Uitdagend boek over Messiasbelijdende Joden
Hoe zouden Messiasbelijdende Joden zich in kerkelijk opzicht moeten opstellen? Moeten ze zich voegen in een gemeente waar ook heidenchristenen zijn?
En wat mogen ze dan van hun eigenheid meenemen en in de praktijk gestalte geven? Of moeten ze aparte gemeenten stichten en daar alles zo veel mogelijk Joods laten? Bijvoorbeeld het kerkgebouw synagoge noemen, de voorganger rabbijn en ook zo veel mogelijk de wetten van Mozes handhaven? Over deze boeiende en spannende vragen gaat het boek ”Come, let us reason together” van Baruch Maoz.
De auteur zet een stevige mening neer. Hij wil vooral in gesprek komen met aanhangers van wat hij noemt de ”Messianic Movement” en hij heeft hun heel wat te vertellen. Dat doet hij op een duidelijke manier. Het voordeel daarvan is dat je weet wat de schrijver bedoelt en wat zijn mening is over het onderwerp.
Zoals hij zelf aangeeft, heeft Maoz het boek geschreven met de passie voor een kerk die één is, krachtig, steeds veranderend van vorm en steeds groeiend in haar intellectuele en bevindelijke kennis van God, Zijn Woord en Zijn wegen. Het is de overtuiging van de auteur dat de eenheid van de kerk een manifestatie is van de heerlijkheid van God in het Evangelie en van de kracht van het Evangelie om te behouden en te veranderen.
Het sterke punt van deze publicatie is dat de Bijbel zeer uitgebreid aan het woord komt. Grote delen uit de nieuwtestamentische brieven worden uitgelegd en toegepast in een Engels dat goed te volgen is. Hier en daar kwam ik wat herhalingen tegen. Dat kan te maken hebben met de werkwijze van Maoz. Ik sluit niet uit dat hij verschillende teksten heeft samengevoegd tot één publicatie.

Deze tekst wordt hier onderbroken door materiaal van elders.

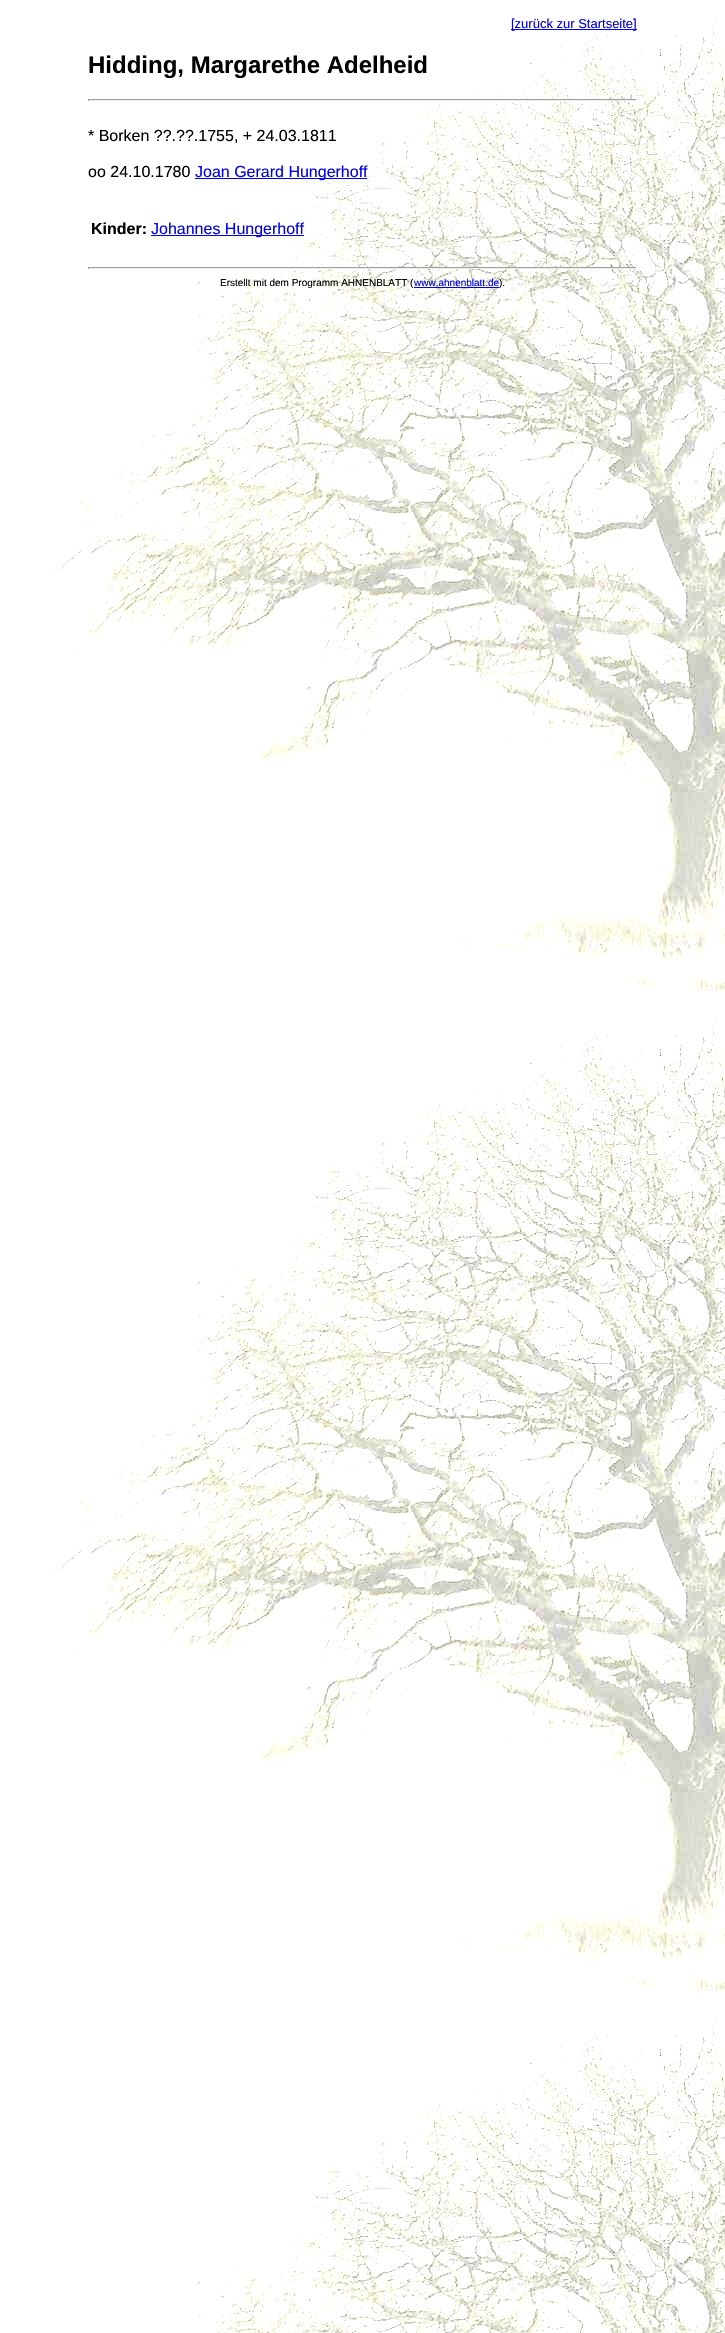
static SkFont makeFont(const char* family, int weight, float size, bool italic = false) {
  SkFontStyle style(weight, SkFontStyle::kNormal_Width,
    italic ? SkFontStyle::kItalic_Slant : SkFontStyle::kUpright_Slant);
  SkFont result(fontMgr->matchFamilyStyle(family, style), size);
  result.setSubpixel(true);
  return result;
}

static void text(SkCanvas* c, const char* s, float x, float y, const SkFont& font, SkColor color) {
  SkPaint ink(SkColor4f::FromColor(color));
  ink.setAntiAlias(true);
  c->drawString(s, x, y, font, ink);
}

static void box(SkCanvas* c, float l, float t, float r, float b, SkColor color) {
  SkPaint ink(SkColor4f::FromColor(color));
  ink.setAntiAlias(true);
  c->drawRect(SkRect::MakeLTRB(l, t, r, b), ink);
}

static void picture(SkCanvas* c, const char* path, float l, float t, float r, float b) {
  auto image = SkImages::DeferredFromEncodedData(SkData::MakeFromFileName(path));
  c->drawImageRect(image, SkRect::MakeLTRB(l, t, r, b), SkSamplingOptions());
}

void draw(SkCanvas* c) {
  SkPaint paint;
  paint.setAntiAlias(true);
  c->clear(0xffffffff);
  picture(c, "img_01.png", 52, 16, 725, 2333);
  box(c, 511, 29, 637, 30, 0xff0000ee);
  SkFont face1 = makeFont("Liberation Sans", 400, 13);
  text(c, "[zurück zur Startseite]", 511, 28, face1, 0xff0000ee);
  SkFont face2 = makeFont("Liberation Sans", 700, 24);
  text(c, "Hidding, Margarethe Adelheid", 88, 73, face2, 0xff000000);
  box(c, 88, 99, 637, 100, 0xff9f9f9f);
  box(c, 636, 99, 637, 101, 0xffeeeeee);
  box(c, 88, 100, 637, 101, 0xffeeeeee);
  box(c, 88, 99, 89, 101, 0xff9f9f9f);
  SkFont face3 = makeFont("Liberation Sans", 400, 16);
  text(c, "* Borken ?\077.?\077.1755, + 24.03.1811", 88, 141, face3, 0xff000000);
  text(c, "oo 24.10.1780", 88, 177, face3, 0xff000000);
  box(c, 195, 178, 367, 179, 0xff0000ee);
  text(c, "Joan Gerard Hungerhoff", 195, 177, face3, 0xff0000ee);
  SkFont face4 = makeFont("Liberation Sans", 700, 16);
  text(c, "Kinder:", 91, 234, face4, 0xff000000);
  box(c, 151, 235, 304, 236, 0xff0000ee);
  text(c, "Johannes Hungerhoff", 151, 234, face3, 0xff0000ee);
  box(c, 88, 267, 637, 268, 0xff9f9f9f);
  box(c, 636, 267, 637, 269, 0xffeeeeee);
  box(c, 88, 268, 637, 269, 0xffeeeeee);
  box(c, 88, 267, 89, 269, 0xff9f9f9f);
  SkFont face5 = makeFont("Liberation Sans", 400, 10);
  text(c, "Erstellt mit dem Programm AHNENBLATT (", 220, 286, face5, 0xff000000);
  box(c, 414, 287, 499, 288, 0xff0000ee);
  text(c, "www.ahnenblatt.de", 414, 286, face5, 0xff0000ee);
  text(c, ").", 499, 286, face5, 0xff000000);
}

Na een woord vooraf, een inleiding, een introductie en een aantal aanwijzingen hoe de schrijver in deze discussie staat en hoe hij eraan mee wil doen, volgt het eerste deel van het boek: ”A theological assessment”. Daarin wordt de vraag aan de orde gesteld: Zullen we het Evangelie preken aan het Joodse volk? Daarnaast gaat het over het mozaïsch verbond, rabbijnse gewoonten, Bijbelse argumenten en het aantrekkelijk maken van de kerken voor Joodse christenen.
Het tweede deel van het boek biedt een ”practical assessment”. Er worden vragen besproken zoals: heeft de messiaanse beweging nationale erkenning gekregen, is ze effectief geweest, heeft ze een spirituele haven gecreëerd voor Joodse gelovigen? Maoz is daar niet positief over. Hij spreekt over een negatieve impact van deze beweging en vraagt zich af of er wel toekomst voor haar is als ze zo doorgaat. Aan het slot wijst hij een uitweg en geeft hij aan wat de kerk heeft te doen voor de messiaanse beweging.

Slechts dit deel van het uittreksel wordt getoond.